-- ASSIGNMENT --
Search the entries below for the word "graph" and copy every line where it appears.

* * *

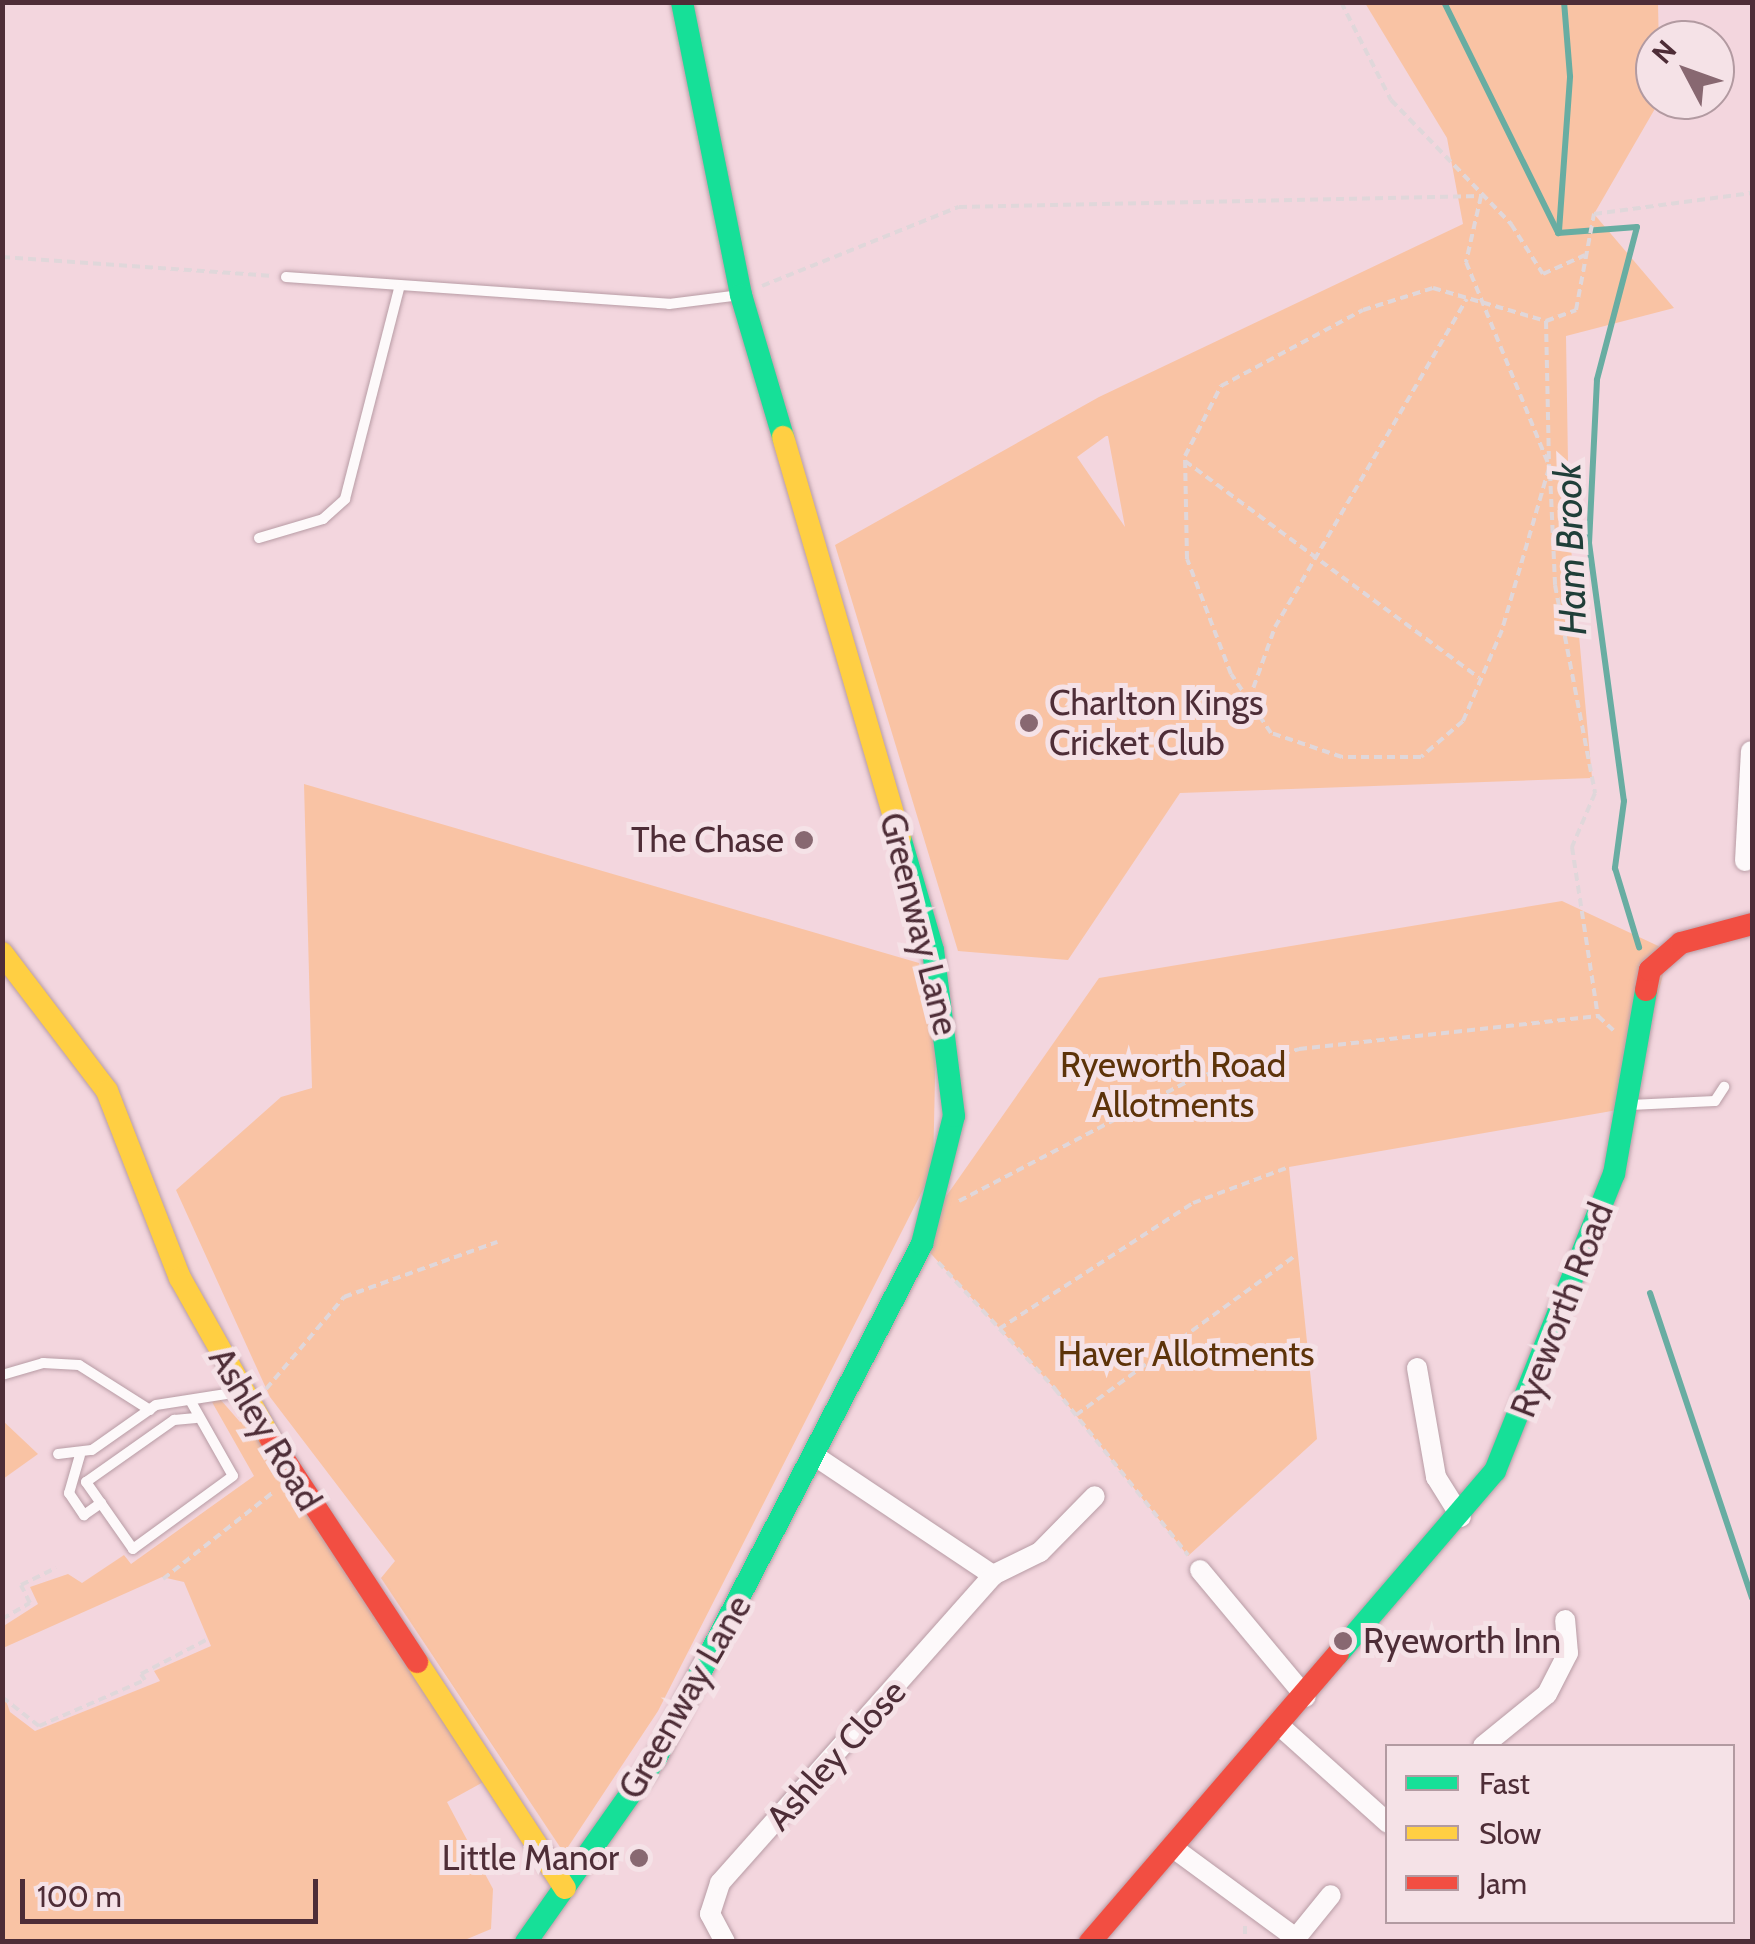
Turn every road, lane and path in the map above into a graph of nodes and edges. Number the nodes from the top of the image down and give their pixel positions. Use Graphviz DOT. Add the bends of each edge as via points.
graph roads {
  1 [pos="682,2"];
  2 [pos="1341,2"];
  3 [pos="1752,193"];
  4 [pos="1481,196"];
  5 [pos="1584,255"];
  6 [pos="2,257"];
  7 [pos="286,278"];
  8 [pos="399,289"];
  9 [pos="741,295"];
  10 [pos="1467,299"];
  11 [pos="1482,304"];
  12 [pos="1546,321"];
  13 [pos="1185,461"];
  14 [pos="1549,468"];
  15 [pos="259,538"];
  16 [pos="1316,558"];
  17 [pos="1480,680"];
  18 [pos="1249,700"];
  19 [pos="1730,747"];
  20 [pos="1752,751"];
  21 [pos="1745,862"];
  22 [pos="1752,924"];
  23 [pos="2,954"];
  24 [pos="1598,1016"];
  25 [pos="1636,1037"];
  26 [pos="1724,1087"];
  27 [pos="1629,1105"];
  28 [pos="1289,1166"];
  29 [pos="933,1215"];
  30 [pos="497,1242"];
  31 [pos="922,1244"];
  32 [pos="1294,1256"];
  33 [pos="998,1329"];
  34 [pos="1417,1368"];
  35 [pos="2,1375"];
  36 [pos="241,1393"];
  37 [pos="190,1400"];
  38 [pos="150,1410"];
  39 [pos="1076,1415"];
  40 [pos="196,1418"];
  41 [pos="58,1454"];
  42 [pos="80,1456"];
  43 [pos="818,1458"];
  44 [pos="1095,1496"];
  45 [pos="101,1503"];
  46 [pos="1461,1517"];
  47 [pos="56,1568"];
  48 [pos="1200,1570"];
  49 [pos="993,1575"];
  50 [pos="2,1618"];
  51 [pos="1565,1620"];
  52 [pos="208,1639"];
  53 [pos="2,1697"];
  54 [pos="1306,1697"];
  55 [pos="1281,1727"];
  56 [pos="1485,1744"];
  57 [pos="1385,1821"];
  58 [pos="1176,1850"];
  59 [pos="565,1888"];
  60 [pos="1331,1895"];
  61 [pos="1100,1938"];
  62 [pos="526,1942"];
  63 [pos="725,1942"];
  1 -- 9 [label="street, Greenway Lane"];
  2 -- 4 [label="path" via="1392,100"];
  3 -- 5 [label="path" via="1594,214"];
  4 -- 5 [label="path" via="1543,274"];
  4 -- 9 [label="path" via="959,207"];
  4 -- 11 [label="path" via="1466,262"];
  5 -- 12 [label="path" via="1576,310"];
  6 -- 7 [label="path"];
  7 -- 8 [label="lane"];
  8 -- 9 [label="lane" via="669,304"];
  8 -- 15 [label="lane" via="345,499 323,519"];
  9 -- 29 [label="street, Greenway Lane" via="933,950 954,1078 951,1153"];
  10 -- 11 [label="path"];
  10 -- 13 [label="path" via="1433,288 1362,310 1221,386"];
  10 -- 16 [label="path"];
  11 -- 12 [label="path"];
  11 -- 14 [label="path"];
  12 -- 14 [label="path"];
  13 -- 16 [label="path"];
  13 -- 18 [label="path" via="1187,559"];
  14 -- 17 [label="path"];
  14 -- 24 [label="path" via="1555,586 1596,792 1572,846"];
  16 -- 17 [label="path"];
  16 -- 18 [label="path" via="1274,626"];
  17 -- 18 [label="path" via="1462,721 1421,758 1342,757 1271,733"];
  19 -- 20 [label="street"];
  20 -- 21 [label="street"];
  22 -- 25 [label="street, Ryeworth Road" via="1681,942 1656,964"];
  23 -- 36 [label="street, Ashley Road" via="107,1092 180,1278"];
  24 -- 25 [label="path" via="1618,1036"];
  24 -- 29 [label="path" via="1299,1048 1194,1078"];
  25 -- 27 [label="street, Ryeworth Road"];
  26 -- 27 [label="lane" via="1715,1101"];
  27 -- 46 [label="street, Ryeworth Road" via="1614,1174 1516,1430"];
  28 -- 33 [label="path" via="1192,1203"];
  29 -- 31 [label="street, Greenway Lane"];
  30 -- 36 [label="path" via="344,1297 264,1392"];
  31 -- 33 [label="path"];
  31 -- 43 [label="street, Greenway Lane"];
  32 -- 39 [label="path"];
  33 -- 39 [label="path"];
  34 -- 46 [label="street" via="1436,1477"];
  35 -- 38 [label="lane" via="43,1362 79,1365"];
  36 -- 37 [label="lane"];
  36 -- 59 [label="street, Ashley Road"];
  37 -- 38 [label="lane"];
  37 -- 40 [label="lane"];
  38 -- 42 [label="lane"];
  39 -- 48 [label="path"];
  40 -- 45 [label="lane" via="174,1420 86,1482"];
  40 -- 45 [label="lane" via="233,1476 133,1549"];
  41 -- 42 [label="lane"];
  42 -- 45 [label="lane" via="69,1492 84,1515"];
  43 -- 49 [label="street"];
  43 -- 59 [label="street, Greenway Lane" via="656,1758"];
  44 -- 49 [label="street, Ashley Close" via="1040,1552"];
  46 -- 54 [label="street, Ryeworth Road"];
  47 -- 50 [label="path" via="21,1585 30,1603"];
  48 -- 54 [label="street"];
  49 -- 63 [label="street, Ashley Close" via="720,1882 710,1914"];
  51 -- 56 [label="street" via="1568,1653 1547,1694"];
  52 -- 53 [label="path" via="141,1674 145,1680 39,1726"];
  54 -- 55 [label="street, Ryeworth Road"];
  55 -- 57 [label="street"];
  55 -- 58 [label="street, Ryeworth Road"];
  58 -- 60 [label="street" via="1296,1938"];
  58 -- 61 [label="street, Ryeworth Road"];
  59 -- 62 [label="street, Greenway Lane"];
}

* * *

-- SOLUTION BELOW --
Turn every road, lane and path in the map above into a graph of nodes and edges. Number the nodes from the top of the image down and give their pixel positions. Use Graphviz DOT. Add the bends of each edge as via points.
graph roads {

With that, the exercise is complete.